Fußball-Kreisliga A1: ASC Schöppingen
Zurholt: „Dann gehen wir dieses Abenteuer auch ein“

Schöppingen -

Als Tabellenführer ist der ASC Schöppingen Ende Oktober in die Saisonunterbrechung gegangen. Welches Ziel verfolgt der Verein?

Donnerstag, 17.12.2020, 19:26 Uhr aktualisiert: 17.12.2020, 19:34 Uhr
Der ASC greift an. Verabschiedet sich Co-Trainer Christoph Lütke Bitter vielleicht mit dem Meistertitel?
Der ASC greift an. Verabschiedet sich Co-Trainer Christoph Lütke Bitter vielleicht mit dem Meistertitel? Foto: sh

. Nach acht Spielen zählen die Grün-Weißen aus Schöppingen 17 Zähler. Doch die Verfolgermeute liegt in Lauerstellung, wobei Vorwärts Epe 2 (16 P.) und SF Ammeloe (15 P.) ebenso wie der FC Oeding (14 P.) ein Spiel weniger absolviert haben.

Auch wenn das Tabellenbild nur eine Momentaufnahme ist, bescheinigt sie dem ASC ein gutes Zwischenzeugnis.

Wo geht die Reise hin? „Unser Ziel ist es, bis zum Schluss oben mitzuspielen. Wie diese Saison weitergespielt, wie sie gewertet wird, niemand weiß das“, sagt Rafael Figueiredo . Letztlich glaube ich, dass die Hinserie durchgespielt wird. Dann hätte man eine Wertung.“

Entscheidend sei dann, wer gut aus dem Lockdown startet. „Wir fangen in der Vorbereitung wieder ganz von vorne an. Wir haben eine gute Ausgangsbasis, aber die ersten fünf Teams liegen dicht beieinander“, urteilt Figueiredo.

Was sich Schöppingens Trainer nicht wünscht, ist ein „Aufstieg am grünen Tisch, so wie es letzten Sommer mehrfach passierte“. Figueiredo strebt eine sportliche Lösung an. „Und wenn es dann reichen sollte für uns, freue ich mich umso mehr.“

Vonseiten des Vorstands würde die Mannschaft im Erfolgsfall jede Unterstützung bekommen. „Der Aufstieg ist nicht unsere Vorgabe, wir bauen da keinen Druck auf, freuen uns aber natürlich über die momentane Tabellenführung“, erklärt Lothar Zurholt .

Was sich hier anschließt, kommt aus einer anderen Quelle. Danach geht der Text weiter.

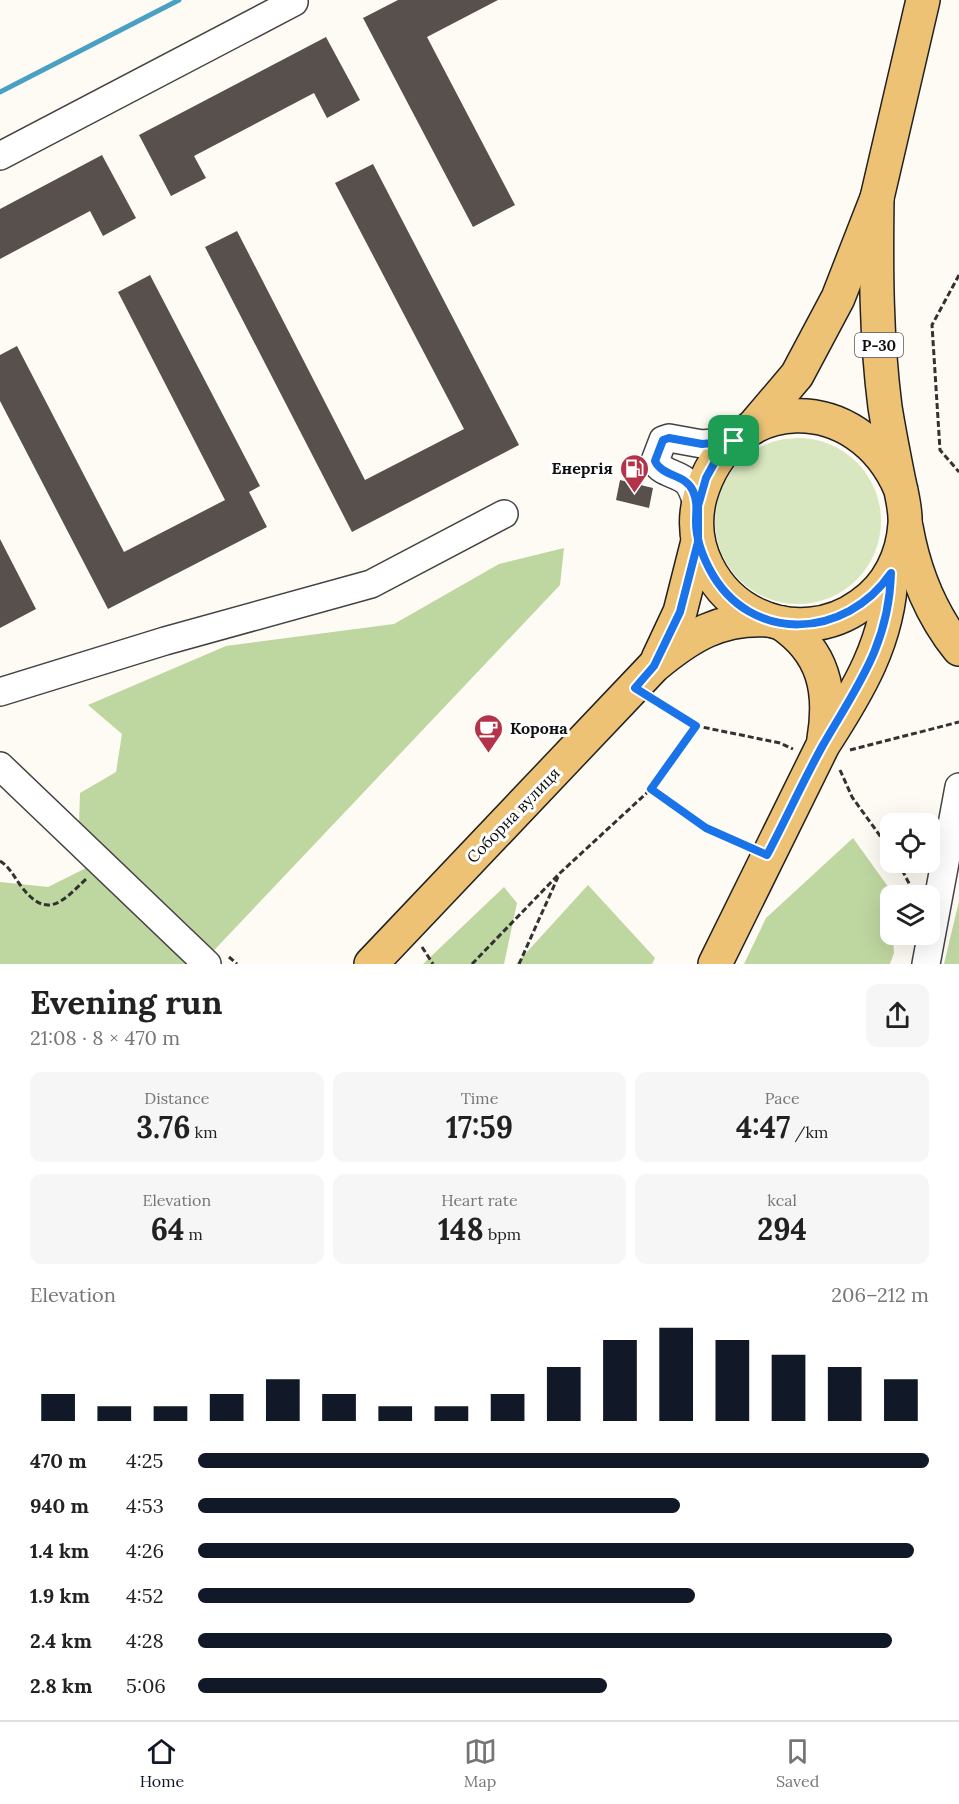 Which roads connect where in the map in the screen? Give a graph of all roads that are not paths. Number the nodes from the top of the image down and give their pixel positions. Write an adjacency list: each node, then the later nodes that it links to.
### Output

„Wenn wir es tatsächlich schaffen sollten, stehen wir voll und ganz dahinter. Dann gehen wir dieses Abenteuer auch ein“, betont Zurholt. Wobei er sich dann auch eine zünftige Meisterschaftsfeier mit allem Drum und Dran wünscht – „keine auf Abstand und keinen Maskenball.“

Ob es dazu kommt, steht in den Sternen. Von bislang acht Partien hat der ASC fünf gewonnen, nur eine verloren. Die allerdings heftig mit 2:6 beim Tabellendritten in Wessum. „Da haben wir einen Dämpfer bekommen. Aber davon haben wir uns nicht einschüchtern lassen und direkt danach gegen den SC Südlohn wieder gewonnen. Den 2:1-Siegtreffer, den bislang letzten ASC-Treffer in dieser Saison, erzielte der neue Co-Trainer Nils Kröger in der Nachspielzeit. „Damit haben wir die Tabellenführung wieder übernommen“, erklärt Figueiredo.

Jetzt, wo die Trainerfrage geklärt und die Kaderplanung weit vorangeschritten ist, erhofft sich der ASC-Coach eine rasche Klärung, wie und wann es mit der Saison weitergeht und wie gewertet wird. „Dann kehrt auch das Wettkampfgefühl gleich zurück“, erklärt der 35-Jährige. Er steckt voller Tatendrang und hofft auf eine sportlich faire Entscheidung auf dem Platz, „wenn wenigstens jeder gegen jeden einmal gespielt hat. Dann hat man ein Ergebnis“.